第38話 終着点 太陽プロトンへ


「総帥! ご無事か! こちらへ」


「ノエラ! みんなも」


 迎えに来た天馬に乗り換えて、紗那は空中で停止した。


「まだ星宮塔は無事だよね。簡単には掴まらないから」


 ふんと言い返したところで、同じような桃色の髪の騎士を見つける。


「あれは囮です。護衛艦を引き剥がしますので、総帥は目的を果たしてください」


 紗那はきょと、と天馬の上で眼を瞠った。ノエラは騎士たちと頷きあい、告げた。


「絶対に彼は撃ってきます。既に攻撃予告が出ています。何故、そんな話になったのかを知るのは、貴女だけでしょう。ここを戦渦にしてはならない」


 ――伊織のやつ、ほんっと容赦ないな!


「伊織! 素直になったらどうなんだ、もう抱かせてやんないっ!」


 ち、と呟くと、紗那は天馬を蹴って高く舞い上がった。伊織の戦艦はあまり大きくない。そもそも、仙人の地に戦艦で乗り入れる傍若無人さが気に入らない。


 蒼空を見上げると、黒い影がまた少し大きくなったように見えた。


(やっぱり、近づいている……)


 様子を見つつ、伊織の戦艦に近づいた。その合間も、雲は流れ、蒼空を浸蝕するかの如く、黒い影は差し迫って来ている様子だ。


 でも、何故、急に?

 ふとユグドラシルの木を思い浮かべた。殷の時代のユグドラシルの木々はくすんで、真っ黒に染まっていた。

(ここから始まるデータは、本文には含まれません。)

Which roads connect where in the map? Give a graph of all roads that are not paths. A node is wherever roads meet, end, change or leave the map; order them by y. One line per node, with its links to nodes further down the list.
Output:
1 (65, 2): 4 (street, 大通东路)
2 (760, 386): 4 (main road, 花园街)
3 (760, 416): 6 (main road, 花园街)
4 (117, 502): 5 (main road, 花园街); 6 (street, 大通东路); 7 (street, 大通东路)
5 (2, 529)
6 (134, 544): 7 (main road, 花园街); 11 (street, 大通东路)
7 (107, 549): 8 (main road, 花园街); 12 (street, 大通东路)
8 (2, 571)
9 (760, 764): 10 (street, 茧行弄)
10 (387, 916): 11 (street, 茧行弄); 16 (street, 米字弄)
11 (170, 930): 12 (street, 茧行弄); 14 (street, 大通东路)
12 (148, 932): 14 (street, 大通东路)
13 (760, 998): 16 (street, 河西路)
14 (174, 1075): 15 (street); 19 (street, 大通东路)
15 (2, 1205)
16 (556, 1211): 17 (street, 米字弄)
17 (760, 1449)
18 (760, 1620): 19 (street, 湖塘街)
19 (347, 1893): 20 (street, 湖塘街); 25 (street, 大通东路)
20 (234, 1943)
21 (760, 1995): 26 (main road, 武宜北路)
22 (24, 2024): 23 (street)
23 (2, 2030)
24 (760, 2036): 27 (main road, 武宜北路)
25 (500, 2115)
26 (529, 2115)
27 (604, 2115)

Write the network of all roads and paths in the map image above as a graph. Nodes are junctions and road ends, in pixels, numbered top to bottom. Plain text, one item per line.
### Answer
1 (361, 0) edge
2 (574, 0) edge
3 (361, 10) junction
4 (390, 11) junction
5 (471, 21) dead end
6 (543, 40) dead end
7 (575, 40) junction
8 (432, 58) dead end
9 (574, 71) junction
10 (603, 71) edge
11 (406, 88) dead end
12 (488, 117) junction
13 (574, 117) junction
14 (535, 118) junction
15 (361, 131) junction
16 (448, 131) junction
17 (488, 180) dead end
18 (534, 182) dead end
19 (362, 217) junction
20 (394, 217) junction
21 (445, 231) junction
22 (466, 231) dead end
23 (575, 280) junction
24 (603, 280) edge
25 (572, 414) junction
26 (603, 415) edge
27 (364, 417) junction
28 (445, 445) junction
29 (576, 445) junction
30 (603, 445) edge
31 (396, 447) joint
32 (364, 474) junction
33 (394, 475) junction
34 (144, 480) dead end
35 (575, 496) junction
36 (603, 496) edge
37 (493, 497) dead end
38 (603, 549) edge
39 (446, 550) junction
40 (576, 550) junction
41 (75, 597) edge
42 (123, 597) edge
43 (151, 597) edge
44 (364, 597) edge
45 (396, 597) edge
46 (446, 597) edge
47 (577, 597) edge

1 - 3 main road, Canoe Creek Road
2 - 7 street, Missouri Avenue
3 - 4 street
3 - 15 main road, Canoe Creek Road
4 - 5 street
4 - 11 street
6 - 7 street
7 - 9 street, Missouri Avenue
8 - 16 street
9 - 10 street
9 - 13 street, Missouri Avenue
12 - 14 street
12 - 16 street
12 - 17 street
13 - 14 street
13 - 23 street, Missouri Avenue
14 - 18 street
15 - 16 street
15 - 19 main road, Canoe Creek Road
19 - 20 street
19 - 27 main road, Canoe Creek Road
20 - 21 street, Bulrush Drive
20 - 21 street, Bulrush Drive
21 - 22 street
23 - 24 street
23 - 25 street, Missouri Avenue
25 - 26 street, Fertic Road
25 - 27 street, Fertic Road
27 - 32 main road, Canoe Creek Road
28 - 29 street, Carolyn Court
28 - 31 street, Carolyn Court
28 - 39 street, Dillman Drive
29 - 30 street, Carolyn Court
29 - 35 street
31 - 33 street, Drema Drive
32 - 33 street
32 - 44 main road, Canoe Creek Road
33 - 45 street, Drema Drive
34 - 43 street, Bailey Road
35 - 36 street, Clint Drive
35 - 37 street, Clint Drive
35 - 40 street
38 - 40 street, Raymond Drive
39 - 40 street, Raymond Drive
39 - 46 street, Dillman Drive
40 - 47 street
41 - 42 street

(まさか)彦星の目覚めを待っていたということは。彦星と織姫は表裏一体だ。あの蛇は、誰が死んで、誰の呪いを背負って、この時代まで突き進んできたのだった?


 ――伊織の抱える闇と、紗那の抱える小さな綻び。


 原因はそれだろう。


「相変わらず馬乗りがとても上手だな。織姫」


 伊織は戦艦の甲板で仁王立ちになって唇を噛んだ紗那を見詰めていた。天翔る戦士の如く、紗那は天馬から伊織に叫ぶ。


「あんたは何がしたいんだ、伊織。あのねえ、ちゃんとあたしに」


 伊織はちょいちょい、と指で紗那を誘導した。


「こっち、来い」


(へ?)思わず織姫らしからぬ声を漏らしてしまった。


「戦うんじゃなかったの?」


 拍子抜けの声に伊織は甲板でははっと笑い声を上げた。


「敵を欺くには味方から。僕の名演技に騙された様子だね」と甲板で両腕を開いて、紗那を引き寄せた。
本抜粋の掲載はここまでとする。